Avec aSH, Aurélien Bory achève sa trilogie de portraits de femme, dix ans après l’avoir initiée. Après Stéphanie Fuster (Questcequetudeviens?) et Kaori Ito (Plexus), c’est à l’histoire et à la personnalité de Shantala Shivalingappa qu’il s’intéresse. Dans un dispositif de rythmes et de cendres, elle danse inspirée par Shiva, dieu créateur et destructeur doté de plus de mille noms. L’identité métissée de la danseuse, son parcours entre Kuchipudi traditionnel et danse-théâtre de Pina Bausch, relie l’Inde à l’Europe, Shiva à Dionysos.
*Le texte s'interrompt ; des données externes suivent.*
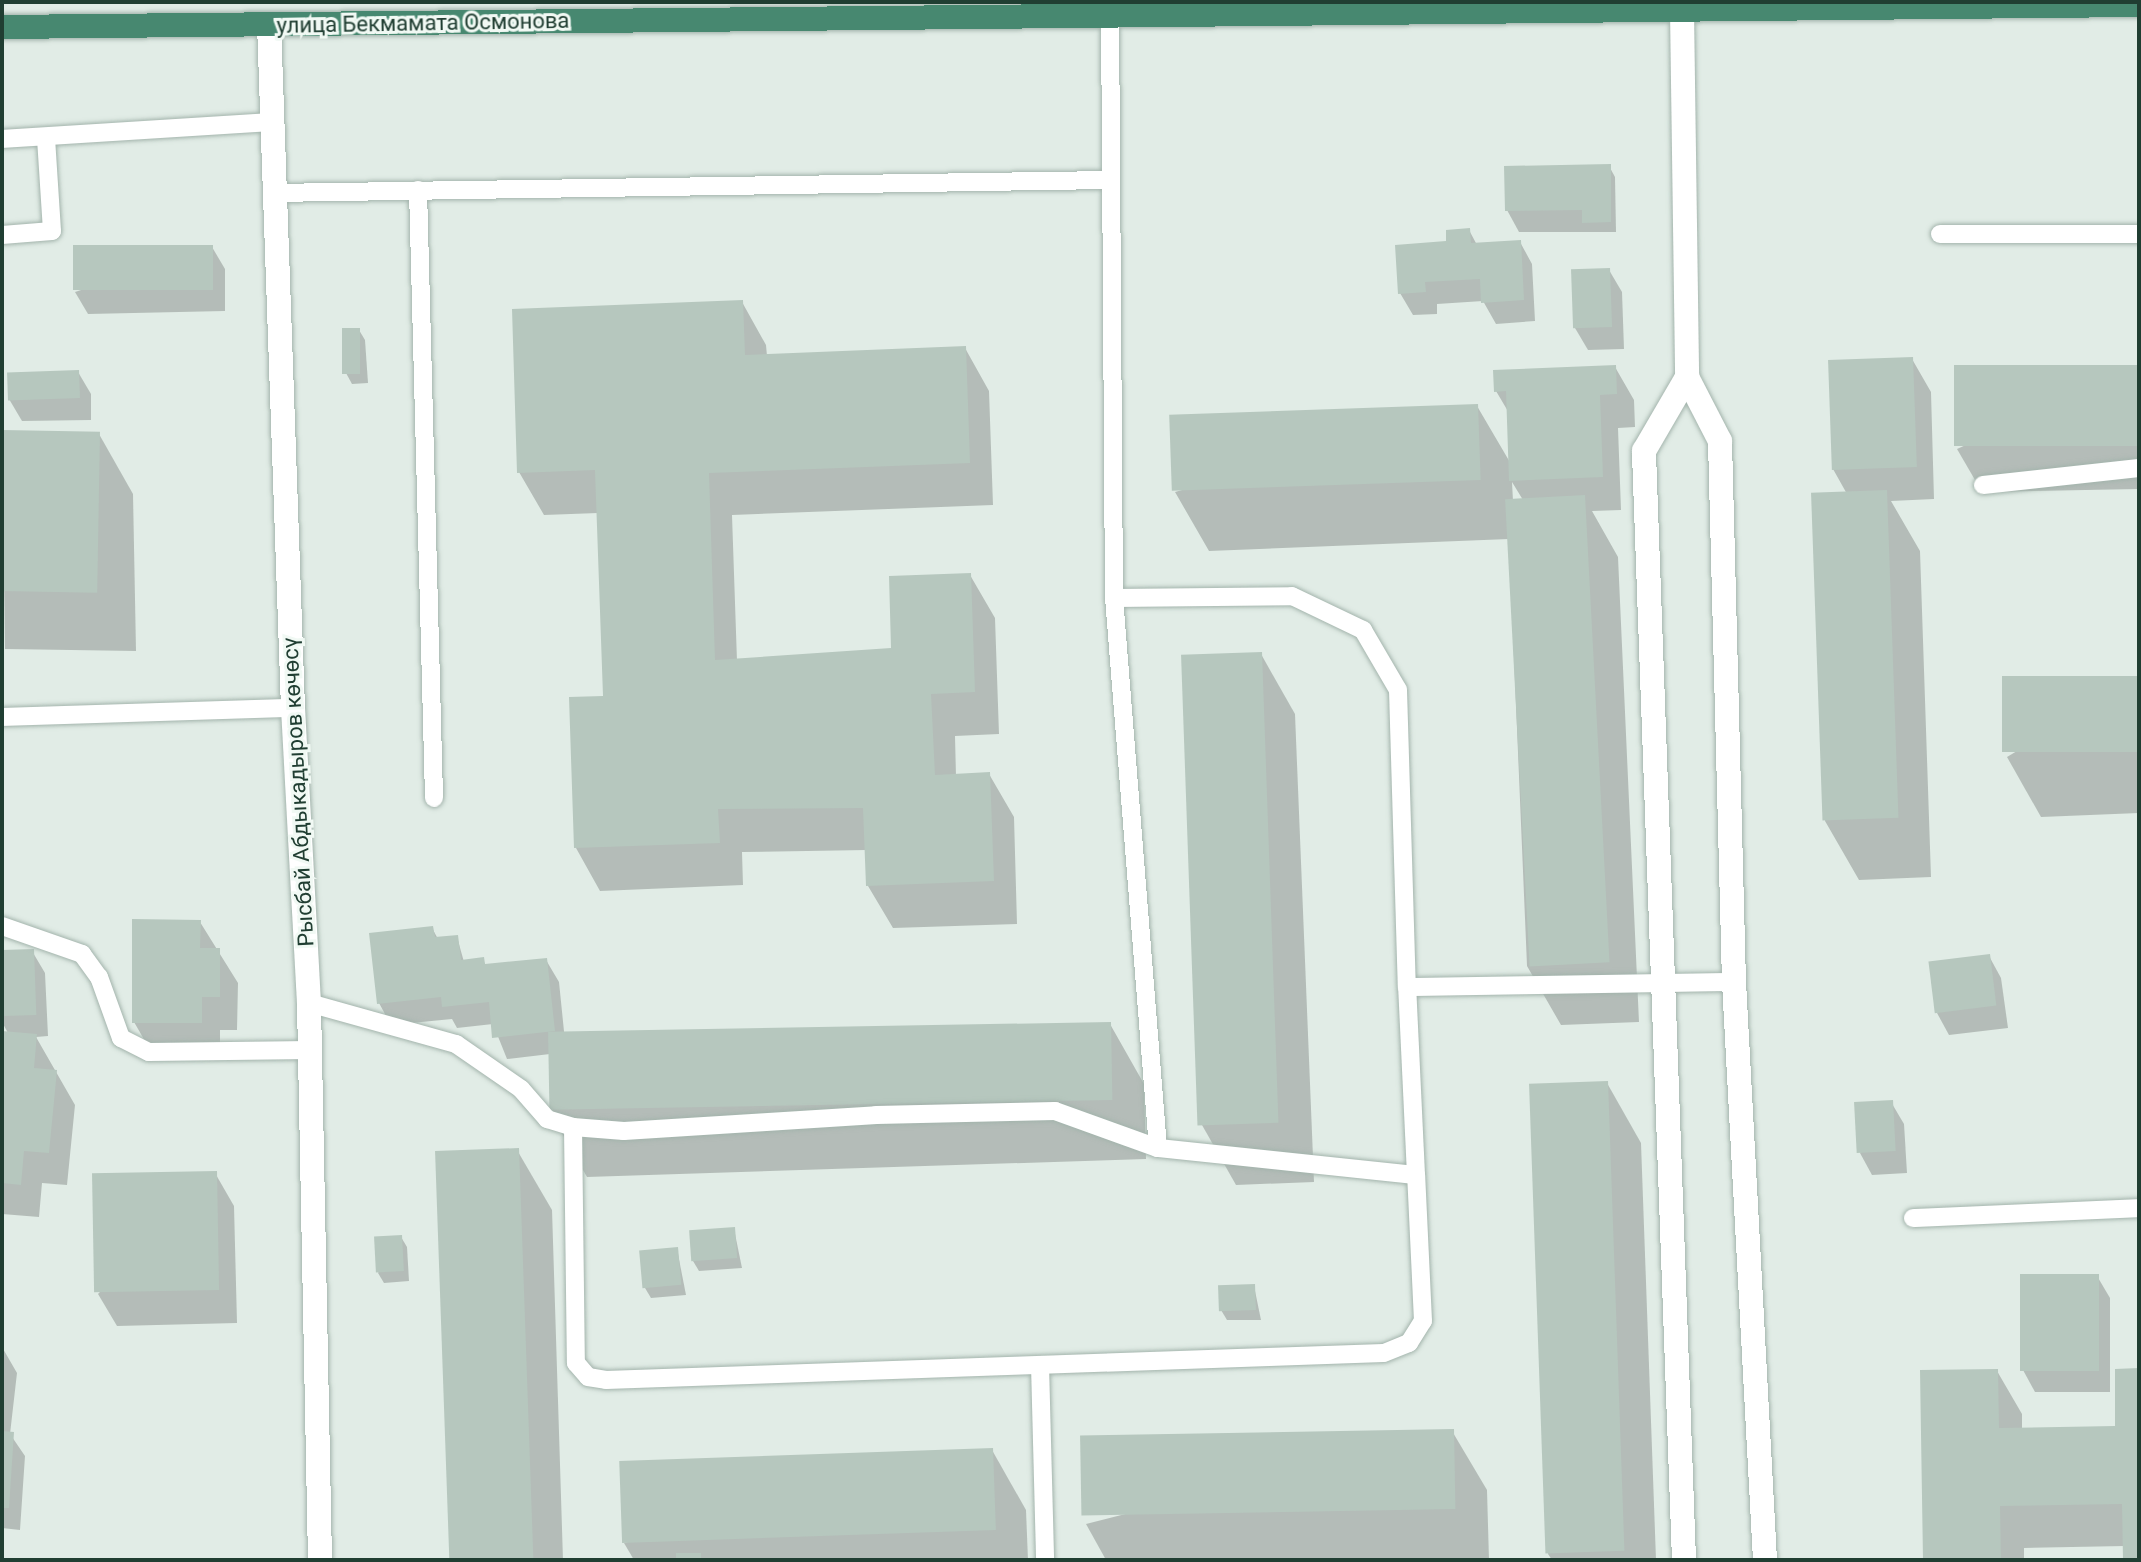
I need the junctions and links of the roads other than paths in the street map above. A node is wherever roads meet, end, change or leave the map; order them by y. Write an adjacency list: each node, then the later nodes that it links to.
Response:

Elle fait l’expérience de la cendre, résidu solide d’une combustion parfaite autant que processus fertilisant, symbole d’un cycle de mort et de naissance.

Un décor grandiose fait de cendres, de matière consumée, évoquant autant la fertilité que la mort au bûcher de la religion hindouiste.Lieu de crémation, lieu de destruction des phénomènes volcaniques, mémoire et objet de rituel, la cendre va être moteur et matière première pour la danse et la mouvance d'une étoile du Kuchipudi, danse traditionnelle ici refondue dans tous ces aspects contemporains .
Entre Shiva et Dionysos, c'est la danse de Nietsche qui est ici conviée, danse des dieux, danse d'une femme encerclée par un décor omniprésent qui va lui permettre de s'élever, de rencontrer d'autres espaces où faire naître un bougé singulier entre tradition et inventivité.
Traces et signes foulés au sol, empreintes de l'énergie des mouvements qui dessinent au sol un parcours calligraphié, éphémère, sensible.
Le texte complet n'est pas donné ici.